Conn's research at the station continued his PhD investigations on soil bacteria. He invented a technique to stain bacteria so that they could be studied under the light microscope, and from around 1920, staining techniques became his main research focus, to the extent that he was sometimes called "Dr. Stain". In November 1921, he founded the precursor to the American Biological Stain Commission with Rolland T. Will, C. E. McClung, S. I. Kornhauser and L. W. Sharp, and served as one of its founding executive committee members and later its chairman. The commission tested bacteriological and histochemical stains from the fledgling American dye industry, brought into existence by the problems in acquiring stains from Germany after the First World War. From 1922, Conn supervised thirty assistants at the Agricultural Experiment Station in this work.

He served as president of the Society of American Bacteriologists in 1948, and also chaired the society's techniques committee. He was an elected fellow of the American Association for the Advancement of Science.

==Writings and editorial work==
In 1920, Conn published Manual of Methods for Pure Culture Study of Bacteria, an influential work that was important in devising methods to classify bacteria. In 1923, he published a successful general textbook, Bacteriology; the text had been initiated by his father, who had died in 1917. He edited the Manual of Microbiological Methods (1957) and was a trustee of Bergey's Manual of Determinative Bacteriology (1948–65).

He also published several texts on staining including Biological Stains (1925), History of Staining (1933; 1948) and Staining Procedures (1944–55; 1960). According to the Biological Stain Commission, Biological Stains "has become a standard source of reference in technical and research histopathological and biological laboratories using dyes" and was brought out in a tenth edition in 2002. Conn founded the journal Stain Technology in 1926, serving as its founding editor for nearly 30 years, into his retirement. After his death, the journal's 52nd volume (1977) was dedicated to him.

Conn published more than 200 journal articles, predominantly in the fields of soil microbiology and bacterial staining techniques. He wrote two biographies of his father, Herbert William Conn: one appears in Bacteriological Reviews and deals with the foundation of the Society of American Bacteriologists; the other unpublished text, "A Religious Scientist at the Turn of the Century", includes a bibliography. Other unpublished works include an autobiography and a history of the Biological Stain Commission (1955). His papers are archived at the Division of Rare and Manuscript Collections of Cornell University Library.

==Personal life==
Conn's hearing loss was progressive throughout his life.

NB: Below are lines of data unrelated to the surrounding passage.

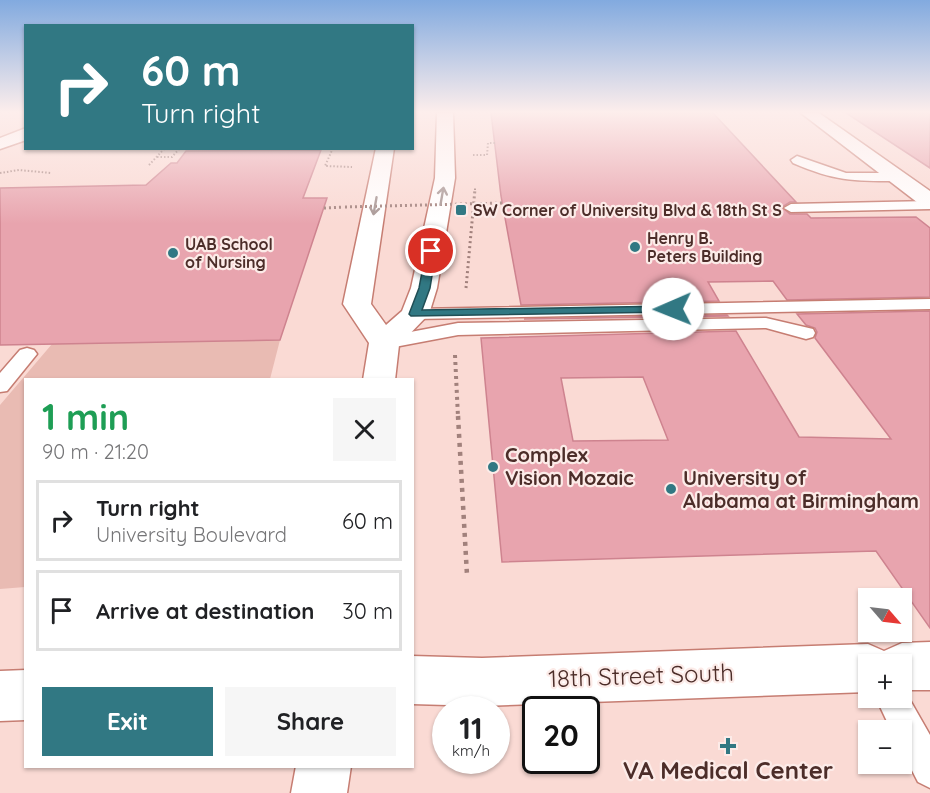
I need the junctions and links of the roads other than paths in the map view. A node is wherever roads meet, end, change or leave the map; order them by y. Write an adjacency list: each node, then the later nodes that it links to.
1 (385, 150): 11 (main road, one-way to 11)
2 (445, 150): 9 (main road, one-way to 2)
3 (860, 150): 5 (main road)
4 (797, 160): 5 (lane)
5 (897, 177): 6 (main road)
6 (930, 203): 7 (lane)
7 (791, 208)
8 (930, 304): 9 (lane)
9 (415, 314): 11 (main road)
10 (806, 333): 11 (lane)
11 (384, 343): 13 (main road)
12 (27, 354): 14 (lane)
13 (379, 378)
14 (0, 386)
15 (930, 666): 16 (main road)
16 (912, 667)
17 (858, 668): 18 (main road, 18th Street South)
18 (414, 680)
19 (24, 695): 20 (main road)
20 (0, 696)
21 (897, 708): 23 (lane)
22 (324, 768): 24 (main road)
23 (930, 770)
24 (320, 793)

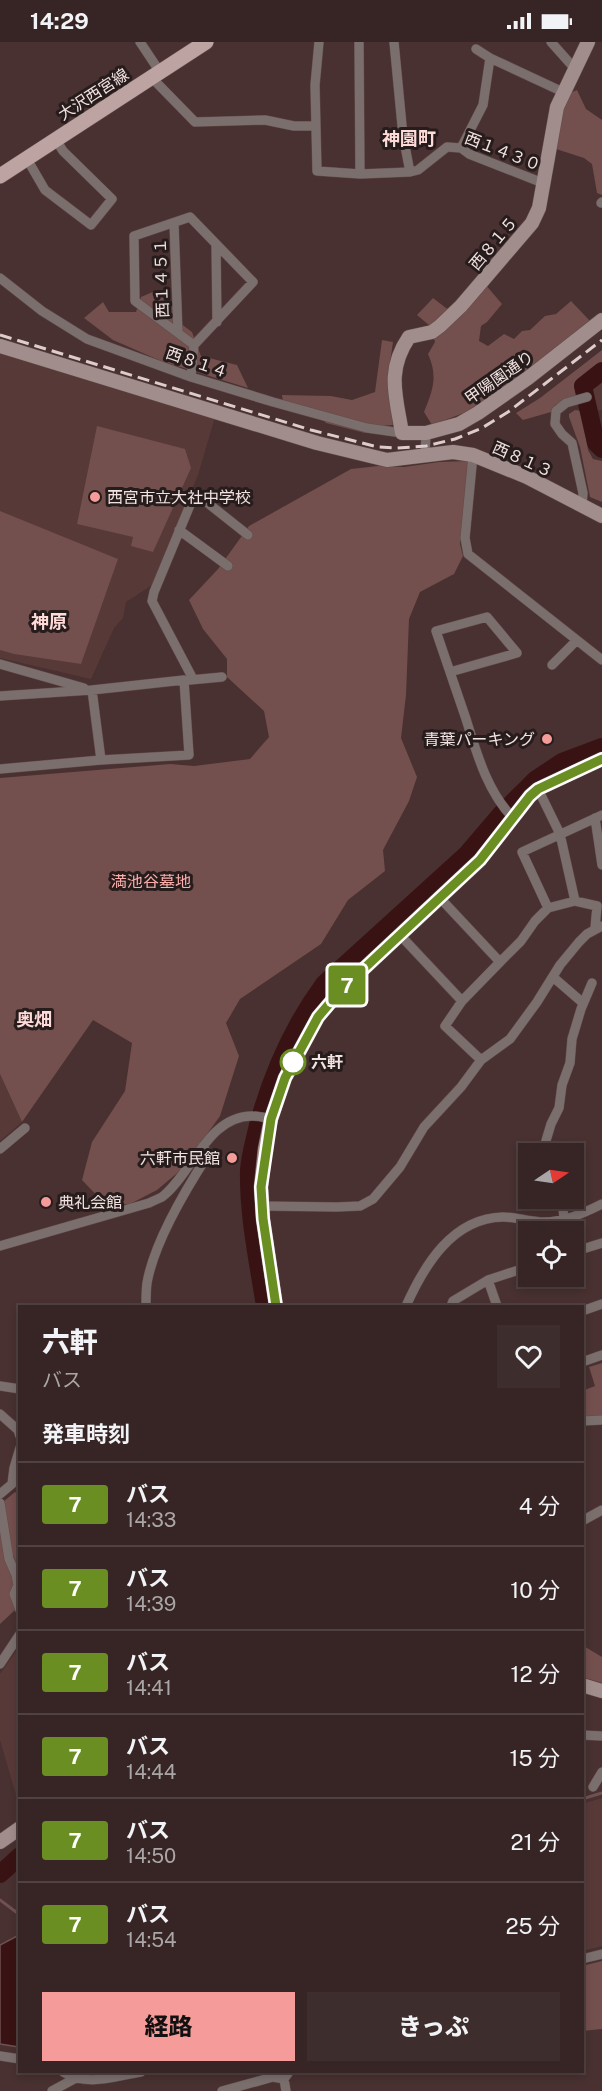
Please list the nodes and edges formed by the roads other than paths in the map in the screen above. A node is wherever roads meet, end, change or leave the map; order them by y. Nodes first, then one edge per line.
1 (140, 42) edge
2 (320, 42) edge
3 (359, 42) edge
4 (394, 42) edge
5 (551, 42) edge
6 (588, 42) edge
7 (198, 44) edge
8 (476, 50) dead end
9 (490, 58) junction
10 (575, 69) junction
11 (156, 75) junction
12 (563, 92) junction
13 (316, 126) junction
14 (56, 140) junction
15 (461, 148) junction
16 (27, 159) junction
17 (410, 172) junction
18 (360, 174) junction
19 (0, 176) edge
20 (543, 183) junction
21 (174, 223) junction
22 (216, 244) junction
23 (0, 278) edge
24 (602, 320) edge
25 (217, 322) junction
26 (178, 333) junction
27 (194, 345) junction
28 (0, 346) edge
29 (191, 377) junction
30 (587, 397) dead end
31 (402, 433) junction
32 (426, 433) junction
33 (473, 454) junction
34 (425, 457) junction
35 (582, 505) junction
36 (602, 516) edge
37 (179, 530) junction
38 (248, 535) dead end
39 (228, 566) dead end
40 (576, 641) junction
41 (602, 660) edge
42 (0, 664) edge
43 (552, 665) dead end
44 (450, 672) junction
45 (222, 677) dead end
46 (189, 680) junction
47 (92, 690) junction
48 (0, 696) edge
49 (602, 759) edge
50 (100, 760) junction
51 (0, 769) edge
52 (538, 789) junction
53 (598, 817) edge
54 (513, 818) junction
55 (560, 834) junction
56 (602, 865) edge
57 (440, 898) junction
58 (575, 901) junction
59 (599, 905) edge
60 (548, 908) junction
61 (598, 927) edge
62 (400, 935) junction
63 (500, 962) junction
64 (553, 977) junction
65 (592, 983) dead end
66 (462, 1001) junction
67 (583, 1003) junction
68 (481, 1060) junction
69 (263, 1117) junction
70 (25, 1128) dead end
71 (545, 1143) edge
72 (203, 1146) junction
73 (0, 1149) edge
74 (602, 1204) edge
75 (261, 1206) junction
76 (563, 1209) edge
77 (564, 1219) junction
78 (602, 1243) edge
79 (0, 1246) edge
80 (584, 1249) edge
81 (518, 1270) edge
82 (488, 1280) junction
83 (602, 1304) edge
84 (146, 1305) edge
85 (276, 1305) edge
86 (406, 1305) edge
87 (451, 1305) edge
88 (498, 1305) edge
89 (584, 1310) edge
90 (602, 1355) edge
91 (584, 1361) edge
92 (0, 1386) edge
93 (18, 1389) edge
94 (0, 1414) edge
95 (602, 1420) edge
96 (584, 1421) edge
97 (18, 1431) edge
98 (18, 1455) edge
99 (16, 1486) edge
100 (0, 1494) edge
101 (0, 1503) edge
102 (602, 1510) edge
103 (584, 1520) edge
104 (18, 1585) edge
105 (18, 1585) edge
106 (18, 1605) edge
107 (18, 1637) edge
108 (0, 1664) edge
109 (584, 1686) edge
110 (602, 1691) edge
111 (584, 1735) edge
112 (602, 1736) edge
113 (602, 1772) edge
114 (593, 1786) dead end
115 (18, 1829) edge
116 (0, 1842) edge
117 (602, 1954) edge
118 (584, 1958) edge
119 (0, 2056) edge
120 (18, 2060) edge
121 (65, 2073) edge
122 (135, 2073) edge
123 (287, 2075) edge
124 (74, 2079) junction
125 (52, 2091) edge
126 (222, 2091) edge
127 (286, 2091) edge

1 - 11 street
2 - 13 street
3 - 18 street
4 - 17 street
5 - 10 street
6 - 10 street, 西８１５
7 - 11 main road, 大沢西宮線
8 - 9 street
9 - 12 street
9 - 15 street
10 - 12 street, 西８１５
11 - 13 street
11 - 14 main road, 大沢西宮線
12 - 20 street, 西８１５
13 - 18 street
14 - 16 main road, 大沢西宮線
14 - 16 street
15 - 17 street, 西１４３０
15 - 20 street, 西１４３０
16 - 19 main road, 大沢西宮線
17 - 18 street
20 - 31 street, 西８１５
21 - 22 street
21 - 26 street, 西１４５１
21 - 26 street
22 - 25 street
22 - 25 street
23 - 29 street, 西８１４
24 - 32 street, 甲陽園通り
25 - 27 street
26 - 27 street
27 - 29 street
28 - 34 street, 西８１３
29 - 31 street, 西８１４
30 - 35 street
31 - 32 street, 甲陽園通り
32 - 34 street
33 - 34 street, 西８１３
33 - 35 street, 西８１３
33 - 40 street
35 - 36 street, 西８１３
37 - 38 street
37 - 39 street
37 - 46 street
40 - 41 street
40 - 43 street
42 - 47 street
44 - 44 street
44 - 54 street
45 - 46 street
46 - 47 street
46 - 50 street
47 - 48 street
47 - 50 street
49 - 52 street
50 - 51 street
52 - 54 street
52 - 55 street
53 - 55 street
53 - 56 street
54 - 57 street
55 - 58 street
55 - 60 street
57 - 62 street
57 - 63 street
58 - 59 street
58 - 60 street
59 - 61 street
60 - 63 street
61 - 64 street
62 - 66 street
62 - 69 street
63 - 66 street
64 - 67 street
64 - 68 street
65 - 67 street
66 - 68 street
67 - 71 street
68 - 75 street
69 - 72 street
69 - 75 street
70 - 73 street
72 - 79 street
72 - 84 street
74 - 77 street
75 - 85 street
76 - 77 street
77 - 86 street
78 - 80 street
81 - 82 street
82 - 87 street
82 - 88 street
83 - 89 street
90 - 91 street
92 - 93 street
94 - 97 street
95 - 96 street
98 - 99 street
99 - 100 street
101 - 104 street
102 - 103 street
105 - 106 street
107 - 108 street
109 - 110 street
111 - 112 street
113 - 114 street
115 - 116 street
117 - 118 street
119 - 120 street
121 - 124 street
122 - 124 street
123 - 126 street
123 - 127 street
124 - 125 street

Deafness significantly impaired his ability to communicate face to face with other scientists. He was little helped by hearing aids, and also had difficulties with lip reading.

He was married; he and his wife had a son and a daughter, Jean, who also became a bacteriologist and was Conn's long-term assistant. She married the mycologist Vincent W. Cochrane, with whom she collaborated. Conn's wife died in 1963. Conn died in Geneva, New York, in 1975, aged 89.